Tom Carroll signed a new deal with Tottenham in mid-September, seemingly keeping him at the club until 2019. But how much weight does this contract actually hold as he struggles for appearances and game time in the strongest Spurs squad of the Premier League era? Carroll was exceedingly average when given a rare starting opportunity in an attacking midfield role during Spurs’ League Cup clash with Liverpool. He is unlikely to have any better chances to show off his capabilities this season.
It is 5 years since Carroll made his senior debut for Spurs, the academy graduate with a bright future at his local club. In the half decade to follow, Carroll has experienced a series of unfulfilling loan spells, whilst several other home-grown talents have either overtaken him, come and gone, or in some cases both. Yet Carroll remains, barely on the fringes of the Tottenham squad given recent additions, and having played less than one minute of Premier League football during the first quarter of a season.
Clubs need squad players of course, and Carroll is exactly that, but he has been a career squad player. Performances like Tuesday night at Anfield are symptomatic of his time at the club. A performance whereby he was unable to create, drive forward with any real purpose, put any pressure on Liverpool’s shaky defensive unit. Rather, Carroll looks satisfied playing a simple, short passing game without any real purpose.
Carroll’s new contract appears nothing but a smart business decision by Daniel Levy, at least at this very moment. It is common knowledge that Levy is loath to let any player’s agreement run down to the last year (or two) since this decreases their on-sell value significantly. So a contract does not necessarily prevent Spurs from moving Carroll on; if anything it could be setting things up in the background for this to occur. Where many of his teammates have signed 4 or 5 year deals in the last two months, perhaps it is pertinent that Carroll’s was strictly 3 years; as an aid to maximise any potential transfer fee.

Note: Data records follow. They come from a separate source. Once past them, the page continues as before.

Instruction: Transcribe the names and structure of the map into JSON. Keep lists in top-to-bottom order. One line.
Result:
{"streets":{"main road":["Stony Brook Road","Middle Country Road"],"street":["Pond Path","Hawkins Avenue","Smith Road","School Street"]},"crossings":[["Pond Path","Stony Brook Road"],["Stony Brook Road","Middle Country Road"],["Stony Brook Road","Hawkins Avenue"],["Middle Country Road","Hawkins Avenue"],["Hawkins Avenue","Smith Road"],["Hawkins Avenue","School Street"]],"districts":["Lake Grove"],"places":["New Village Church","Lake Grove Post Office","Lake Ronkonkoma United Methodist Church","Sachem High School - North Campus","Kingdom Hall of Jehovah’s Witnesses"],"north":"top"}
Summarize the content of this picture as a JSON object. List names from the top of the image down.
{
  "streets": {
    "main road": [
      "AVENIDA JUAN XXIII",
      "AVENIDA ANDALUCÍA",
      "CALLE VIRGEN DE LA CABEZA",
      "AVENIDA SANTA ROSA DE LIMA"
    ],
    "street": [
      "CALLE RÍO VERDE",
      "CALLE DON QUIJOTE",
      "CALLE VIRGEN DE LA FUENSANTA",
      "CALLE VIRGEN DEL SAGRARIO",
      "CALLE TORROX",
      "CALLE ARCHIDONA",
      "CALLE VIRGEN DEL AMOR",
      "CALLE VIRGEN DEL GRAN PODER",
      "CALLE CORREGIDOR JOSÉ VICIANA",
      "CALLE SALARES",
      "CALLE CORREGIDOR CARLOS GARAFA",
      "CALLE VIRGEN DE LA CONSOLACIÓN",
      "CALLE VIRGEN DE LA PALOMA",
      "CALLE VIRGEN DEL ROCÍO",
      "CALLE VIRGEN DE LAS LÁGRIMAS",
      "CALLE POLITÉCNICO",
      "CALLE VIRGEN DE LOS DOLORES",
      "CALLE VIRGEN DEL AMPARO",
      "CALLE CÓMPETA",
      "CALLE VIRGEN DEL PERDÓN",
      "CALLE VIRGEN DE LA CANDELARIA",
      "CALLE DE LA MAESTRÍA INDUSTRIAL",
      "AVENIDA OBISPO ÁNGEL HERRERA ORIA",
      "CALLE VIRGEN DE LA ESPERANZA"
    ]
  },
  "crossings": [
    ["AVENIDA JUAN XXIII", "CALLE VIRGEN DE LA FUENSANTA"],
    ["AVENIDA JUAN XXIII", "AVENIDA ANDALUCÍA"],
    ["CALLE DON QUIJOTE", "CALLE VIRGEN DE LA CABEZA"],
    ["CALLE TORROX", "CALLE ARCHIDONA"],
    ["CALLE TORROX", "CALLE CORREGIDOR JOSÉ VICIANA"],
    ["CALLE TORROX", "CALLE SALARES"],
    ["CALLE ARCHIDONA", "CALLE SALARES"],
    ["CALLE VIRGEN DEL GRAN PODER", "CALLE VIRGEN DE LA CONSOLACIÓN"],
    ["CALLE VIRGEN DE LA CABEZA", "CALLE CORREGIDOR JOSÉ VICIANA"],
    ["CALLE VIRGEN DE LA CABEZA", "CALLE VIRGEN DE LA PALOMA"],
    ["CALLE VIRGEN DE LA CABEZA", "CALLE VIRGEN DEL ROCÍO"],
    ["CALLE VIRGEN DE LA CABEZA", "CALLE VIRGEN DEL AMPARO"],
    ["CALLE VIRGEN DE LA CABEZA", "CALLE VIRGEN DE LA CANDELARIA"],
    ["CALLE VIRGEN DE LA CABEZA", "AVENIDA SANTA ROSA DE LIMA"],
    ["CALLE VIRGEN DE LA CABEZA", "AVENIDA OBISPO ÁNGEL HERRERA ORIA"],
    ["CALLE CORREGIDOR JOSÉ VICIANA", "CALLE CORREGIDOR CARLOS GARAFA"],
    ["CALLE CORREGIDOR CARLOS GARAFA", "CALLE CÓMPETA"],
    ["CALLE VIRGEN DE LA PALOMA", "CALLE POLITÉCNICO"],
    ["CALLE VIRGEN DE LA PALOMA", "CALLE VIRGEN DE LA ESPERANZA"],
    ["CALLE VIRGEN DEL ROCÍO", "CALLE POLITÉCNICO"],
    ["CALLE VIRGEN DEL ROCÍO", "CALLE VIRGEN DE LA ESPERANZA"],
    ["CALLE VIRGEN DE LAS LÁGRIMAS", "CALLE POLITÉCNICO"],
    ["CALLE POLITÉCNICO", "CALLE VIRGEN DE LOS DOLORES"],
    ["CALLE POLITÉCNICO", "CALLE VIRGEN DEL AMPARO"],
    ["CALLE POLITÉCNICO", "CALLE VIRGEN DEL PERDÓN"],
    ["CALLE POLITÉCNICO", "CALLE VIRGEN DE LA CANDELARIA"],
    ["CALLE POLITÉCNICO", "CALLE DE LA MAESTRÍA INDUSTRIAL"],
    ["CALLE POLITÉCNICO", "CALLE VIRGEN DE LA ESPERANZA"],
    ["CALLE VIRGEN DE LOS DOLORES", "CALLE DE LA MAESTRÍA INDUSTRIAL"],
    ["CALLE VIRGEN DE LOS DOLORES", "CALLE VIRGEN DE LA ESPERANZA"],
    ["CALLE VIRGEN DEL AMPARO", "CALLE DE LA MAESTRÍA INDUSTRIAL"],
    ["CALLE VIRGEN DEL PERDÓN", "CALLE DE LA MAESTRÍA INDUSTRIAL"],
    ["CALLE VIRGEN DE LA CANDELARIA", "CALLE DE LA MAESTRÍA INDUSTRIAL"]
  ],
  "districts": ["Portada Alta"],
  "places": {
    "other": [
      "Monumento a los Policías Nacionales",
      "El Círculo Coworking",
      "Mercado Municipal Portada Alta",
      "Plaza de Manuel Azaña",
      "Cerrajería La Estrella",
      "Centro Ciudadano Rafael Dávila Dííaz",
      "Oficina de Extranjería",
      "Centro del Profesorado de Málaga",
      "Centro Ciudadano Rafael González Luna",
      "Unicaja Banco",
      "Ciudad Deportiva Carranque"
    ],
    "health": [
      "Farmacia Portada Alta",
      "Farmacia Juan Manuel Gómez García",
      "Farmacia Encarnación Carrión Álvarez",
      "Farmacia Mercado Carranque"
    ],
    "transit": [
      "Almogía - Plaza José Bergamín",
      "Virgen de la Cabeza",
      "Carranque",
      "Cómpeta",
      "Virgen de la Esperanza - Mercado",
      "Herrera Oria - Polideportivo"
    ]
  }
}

Youngster Harry Winks has surely overtaken Carroll in the pecking order. While Carroll has shown (at least on the pitch if not behind closed doors) little evidence of development in recent times, Winks already looks the better player. It is hard enough to see Winks getting decent playing time that he clearly deserves, so Carroll’s minutes look like diminishing even further. If that is possible. Given Winks is also four years younger, the elder man is very near reaching the status of “surplus to requirements.” If he is not there already.
Carroll’s situation is not simple, much like that of Ryan Mason, his junior teammate who departed for Hull City in the summer. Carroll and Mason each invested so much of their lives at Tottenham, that the thought of leaving must be heart-wrenching as well as challenging for the mind to comprehend. Yet Mason, who did make such strides in his many years at Spurs to the point of being a first choice player two seasons ago, showed that he was not willing to simply accept squad player status.
A competitive desire to play and impact a team regularly, a level of professionalism and hunger that meant he would not be satisfied filling in during Cup games or injury crises. These are the traits that Mason showed in his gutsy move to Hull City. Perhaps some saw it as a step down, but he is a footballer who wants to play and make the most of his mid-20s on the pitch. Carroll must surely ask the same questions of himself that Mason needed to. Does he want to play regularly for a club and at a level that suits his ability, or accept a pay cheque at Tottenham?